Sure, but that is not a problem you need to worry about much. Since you
are not going to alter the original URL, the connection initiation code
will not be affected by your changes (except for some minor adjustments
if some data members get renamed or Store::get() API-related calls get
adjusted as discussed below).

> What I do not know yet is what and where and based on what the request
> is done.

For this project, you do not need to know much about connection
initiation code. You need to make a copy of the original URL, rewrite
that copy using the new helper, and put it in a new HttpRequest data
member (for example). This should probably happen (or be initiated from)
client_side.cc or client_side_request.cc.

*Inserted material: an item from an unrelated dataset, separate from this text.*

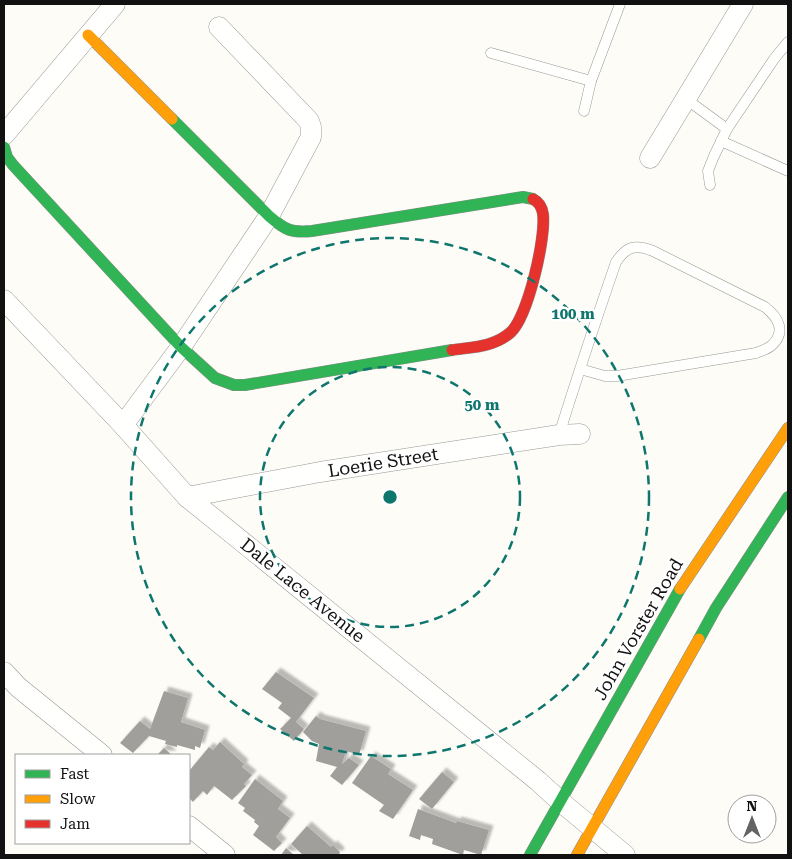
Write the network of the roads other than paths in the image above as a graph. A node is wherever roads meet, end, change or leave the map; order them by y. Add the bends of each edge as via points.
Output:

You then need to make sure that every time Store calculates a store key,
the new member (if any) is used instead of the original URL.

Since the current code is using the original request URL where you want
the rewritten/store URL to be used, I recommend _renaming_ all members
that keep or extract the original/request URL (e.g., MemObject::url).
This will force you to go through the relevant callers and make sure
that the right URL is used, depending on the caller context.

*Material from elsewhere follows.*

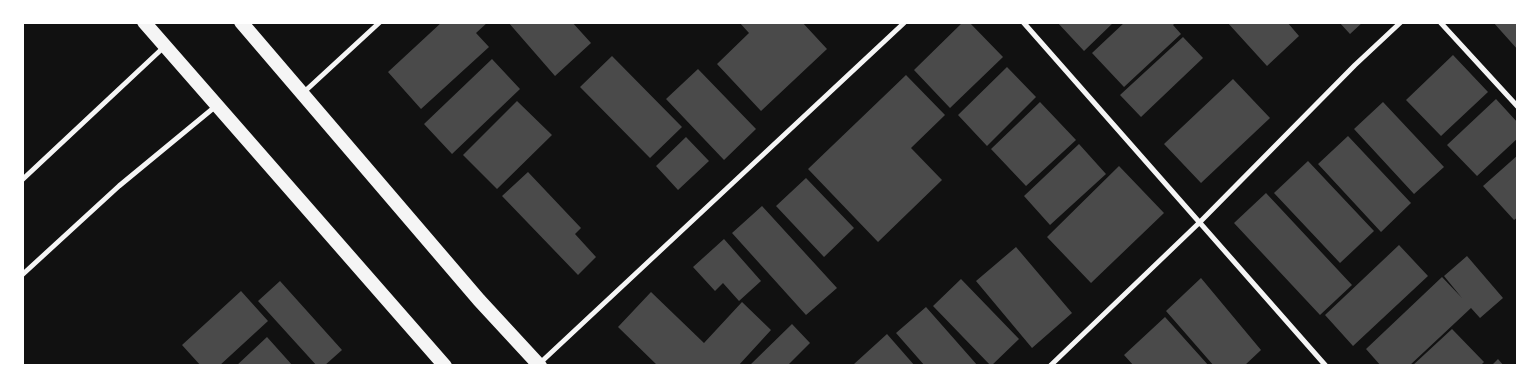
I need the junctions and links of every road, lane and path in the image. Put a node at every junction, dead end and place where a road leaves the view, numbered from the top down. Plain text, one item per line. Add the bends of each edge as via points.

Once you are done, we can review whether the vast majority of changes in
the diff are a simple renaming of "url" to "requestUrl". If yes, you can
revert that renaming change. If there are many cases where old "url"
became "storeUrl" and many cases where it became "requestUrl" then the
change should stay.

Please note that the above is just a sketch. I am not suggesting any
specific new names, and I am using existing class names only as an example.

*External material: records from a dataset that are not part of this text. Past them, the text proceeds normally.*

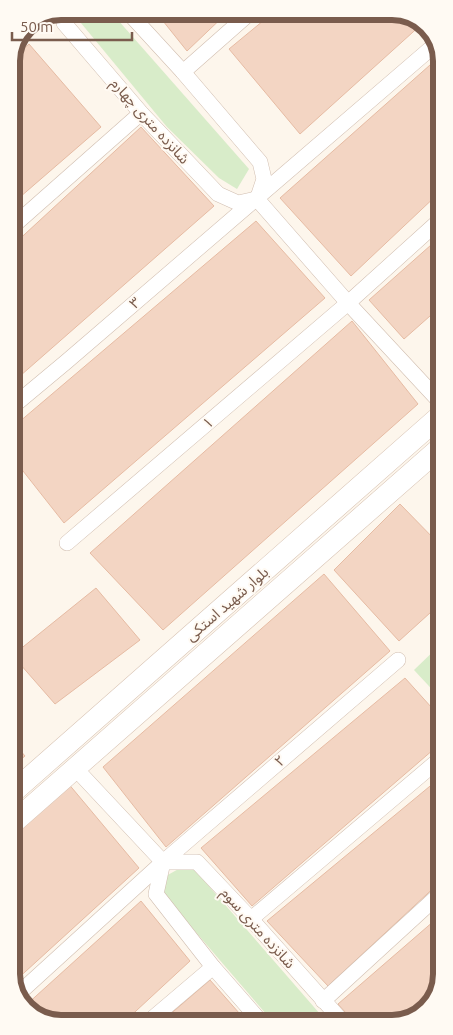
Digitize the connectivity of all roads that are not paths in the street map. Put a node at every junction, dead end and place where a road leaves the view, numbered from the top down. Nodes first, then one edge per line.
1 (64, 20) edge
2 (135, 20) edge
3 (242, 20) edge
4 (431, 49) edge
5 (182, 72) junction
6 (141, 113) junction
7 (257, 199) junction
8 (20, 220) edge
9 (433, 226) edge
10 (348, 303) junction
11 (433, 394) edge
12 (20, 399) edge
13 (433, 422) edge
14 (433, 454) edge
15 (67, 543) dead end
16 (398, 660) dead end
17 (433, 765) edge
18 (75, 768) junction
19 (20, 786) edge
20 (20, 817) edge
21 (163, 862) junction
22 (433, 900) edge
23 (251, 919) junction
24 (213, 966) junction
25 (23, 989) edge
26 (323, 1001) junction
27 (156, 1015) edge
28 (255, 1015) edge
29 (336, 1015) edge

1 - 6 street, شانزده متری چهارم
2 - 5 street
3 - 5 street
4 - 7 street, ۳
5 - 7 street
6 - 7 street, شانزده متری چهارم
6 - 8 street
7 - 10 street
7 - 12 street, ۳
9 - 10 street
10 - 11 street
10 - 15 street, ۱
13 - 19 main road, بلوار شهید استکی
14 - 18 main road, بلوار شهید استکی
16 - 21 street, ۲
17 - 23 street
18 - 20 main road, بلوار شهید استکی
18 - 21 street
21 - 23 street, شانزده متری سوم
21 - 24 street
21 - 25 street
22 - 26 street
23 - 26 street, شانزده متری سوم
24 - 27 street
24 - 28 street
26 - 29 street, شانزده متری سوم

> so we need to store the original url and the store_url at least for the
> period of time the request is being served.

Yes, we need to keep both URLs around during the transaction lifetime.
When I was talking about storing a URL, I was only talking about Store
(i.e., storing something in the cache).

>(answer about storing or not the store_url in meta)

That is a separate question. I cannot answer it, unfortunately. I do not
know why Squid2 stored either of those URLs. I know Squid3 does not
store the original/request URL.

> url_rewrite api gets the http requests as the background to any action
> so it cannot be used for store_url since any change to the request will
> lead to the change we are trying to not do exactly.
>
> mem_object contains:
> {...
> char *url;
> HttpRequest *request;
> ...}
> and the url is being used to make the hash but I still dont know what is
> being taken from the mem_object to do the request.

HttpStateData::buildRequestPrefix() builds request headers. It may use
mem_object::url. I do not think you should change that code (apart from
renaming and Store::Get() API changes discussed elsewhere).

You should only be concerned with calls to storeGetPublic*() and such.
Make sure the callers do not use mem_object::url without checking
whether there is a "rewritten" store URL as well. You will probably want
to change profile of most of those calls so that the caller does not
need to worry about picking the right URL to use (the decision would
happen inside storeGetPublic() and friends).

>> Why do we need to store it?
> I do not know why we need to store it and i think that the only things
> that should be saved is the full request full reply and some data\meta
> the being will be used by the replacement policy.
>
> since I dont know how everything works and about all the api in the code
> after reviewing the 2.7 code related to store_url it's seems like the
> approach wasn't that bad using the meta data.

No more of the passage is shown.